Thursday, September 22, 2005
Over the summer I read a book by Jim Wallis, the founder of Sojourners (see link on the right) called God's Politics: Why the Right Gets it Wrong and the Left Doesn't Get it. It's a good book about how religion is treated by the different political sides, and as you can tell from the title, about how neither side gives religion a fair shake. I wanna talk about this book in some detail, so I'll be doing several posts on it. I'm gonna start today with the introduction and basic premise.
True and honest faith challenges both the left and right at various points to become better than they are. Thus, both sides react to it differently: one twists it, the other ignores it.
The right has hijacked Christianity by constricting the dialogue to a handful of "hot button" issues, particularly abortion and gay marriage, thus narrowing and distorting the biblical agenda. It makes Christians, who should be concerned about a tremendous number of political issues, into single-issue voters. Furthermore, it infuses religion with a kind of hyper-nationalism, claiming that "God is on our side." This is bad religion and dangerous theology. It leads to militarism and a theology of finger-pointing. Right wing Christianity is about judging others for doing things that conservatives typically don't do (or so they convince themselves), which is divisive and prideful (cf. Matt. 6:33, Proverbs 8:12-13).
The left, on the other hand, buries their head in the sand when it comes to religion. They don't talk about it, instead preferring to try to keep religion out of politics, as if that option were a) possible and b) preferable, considering the progressive nature of biblical values. Particularly, Wallis lambasts secular fundamentalists, who, like religious fundamentalists, want to restrict conversation and inhibit other viewpoints. The desire to banish religion from political debate leads to a weak spirituality of ad hoc wish fulfillment and little self-help techniques to make us feel better about our materialistic, self-centered lives. What the left fails to understand most is that, in matters of policy, an honest conversation about religion behooves them even more than the right.

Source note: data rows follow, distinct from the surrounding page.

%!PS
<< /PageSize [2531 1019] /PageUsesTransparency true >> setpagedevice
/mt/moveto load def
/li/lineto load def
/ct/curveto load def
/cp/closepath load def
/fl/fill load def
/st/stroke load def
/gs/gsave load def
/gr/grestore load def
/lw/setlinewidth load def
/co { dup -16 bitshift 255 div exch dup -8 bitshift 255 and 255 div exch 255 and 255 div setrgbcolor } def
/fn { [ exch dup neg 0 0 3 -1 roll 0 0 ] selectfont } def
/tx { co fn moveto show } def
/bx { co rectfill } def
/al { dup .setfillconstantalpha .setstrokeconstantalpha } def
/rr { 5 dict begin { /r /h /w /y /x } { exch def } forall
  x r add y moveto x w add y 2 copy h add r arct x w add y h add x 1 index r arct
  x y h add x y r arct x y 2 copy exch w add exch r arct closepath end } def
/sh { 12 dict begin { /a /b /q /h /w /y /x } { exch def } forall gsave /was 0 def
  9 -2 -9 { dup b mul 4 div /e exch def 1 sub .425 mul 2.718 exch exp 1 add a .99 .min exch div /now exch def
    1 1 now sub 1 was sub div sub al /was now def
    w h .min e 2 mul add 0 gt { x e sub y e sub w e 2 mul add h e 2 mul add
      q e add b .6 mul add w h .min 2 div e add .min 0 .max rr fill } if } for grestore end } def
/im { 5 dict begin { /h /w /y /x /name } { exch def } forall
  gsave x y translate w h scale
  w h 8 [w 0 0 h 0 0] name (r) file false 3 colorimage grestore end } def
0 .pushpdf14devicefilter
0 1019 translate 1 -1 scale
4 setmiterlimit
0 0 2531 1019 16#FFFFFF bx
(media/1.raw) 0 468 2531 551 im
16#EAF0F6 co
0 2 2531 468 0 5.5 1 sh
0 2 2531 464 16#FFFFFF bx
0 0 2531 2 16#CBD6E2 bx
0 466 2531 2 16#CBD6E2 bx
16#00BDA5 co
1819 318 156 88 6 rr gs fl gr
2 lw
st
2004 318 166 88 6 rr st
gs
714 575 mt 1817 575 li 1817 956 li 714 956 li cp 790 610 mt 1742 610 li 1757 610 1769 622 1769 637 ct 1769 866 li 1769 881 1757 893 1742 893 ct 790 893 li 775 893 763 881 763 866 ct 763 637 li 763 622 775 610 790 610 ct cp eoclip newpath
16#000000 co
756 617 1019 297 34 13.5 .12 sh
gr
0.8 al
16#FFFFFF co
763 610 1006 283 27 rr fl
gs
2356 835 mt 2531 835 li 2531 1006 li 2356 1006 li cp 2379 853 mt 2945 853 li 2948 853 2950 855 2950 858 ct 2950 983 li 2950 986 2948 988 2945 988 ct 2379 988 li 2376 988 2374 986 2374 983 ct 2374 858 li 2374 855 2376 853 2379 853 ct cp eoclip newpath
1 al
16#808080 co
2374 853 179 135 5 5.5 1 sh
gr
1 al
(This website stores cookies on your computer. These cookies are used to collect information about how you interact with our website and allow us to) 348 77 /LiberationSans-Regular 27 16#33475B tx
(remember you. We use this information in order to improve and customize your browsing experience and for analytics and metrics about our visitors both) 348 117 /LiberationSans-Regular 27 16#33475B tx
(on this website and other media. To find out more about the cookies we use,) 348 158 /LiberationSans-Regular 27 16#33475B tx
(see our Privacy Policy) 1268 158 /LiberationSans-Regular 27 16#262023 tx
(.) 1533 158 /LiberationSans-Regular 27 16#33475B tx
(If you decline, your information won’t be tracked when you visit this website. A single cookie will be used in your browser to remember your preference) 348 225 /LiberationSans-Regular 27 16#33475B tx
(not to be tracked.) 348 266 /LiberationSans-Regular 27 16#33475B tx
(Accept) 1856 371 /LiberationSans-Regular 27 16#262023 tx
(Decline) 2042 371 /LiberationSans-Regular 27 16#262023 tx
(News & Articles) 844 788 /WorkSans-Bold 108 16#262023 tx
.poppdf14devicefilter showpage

The answer, says Wallis, is not to create a Christian Left. The whole problem with the Christian Right is the manipulation of religion by politics; to do the same on the Left leaves us in no better condition. Rather, we need a "third way," to appropriate Buddhist terminology: a political stance informed and shaped by prophetic religion. We need to let the Bible hit us head-on with an introspective faith that calls us to be critical of ourselves and truly compassionate toward others, especially "the least among us." The quest for social justice is an act of worship.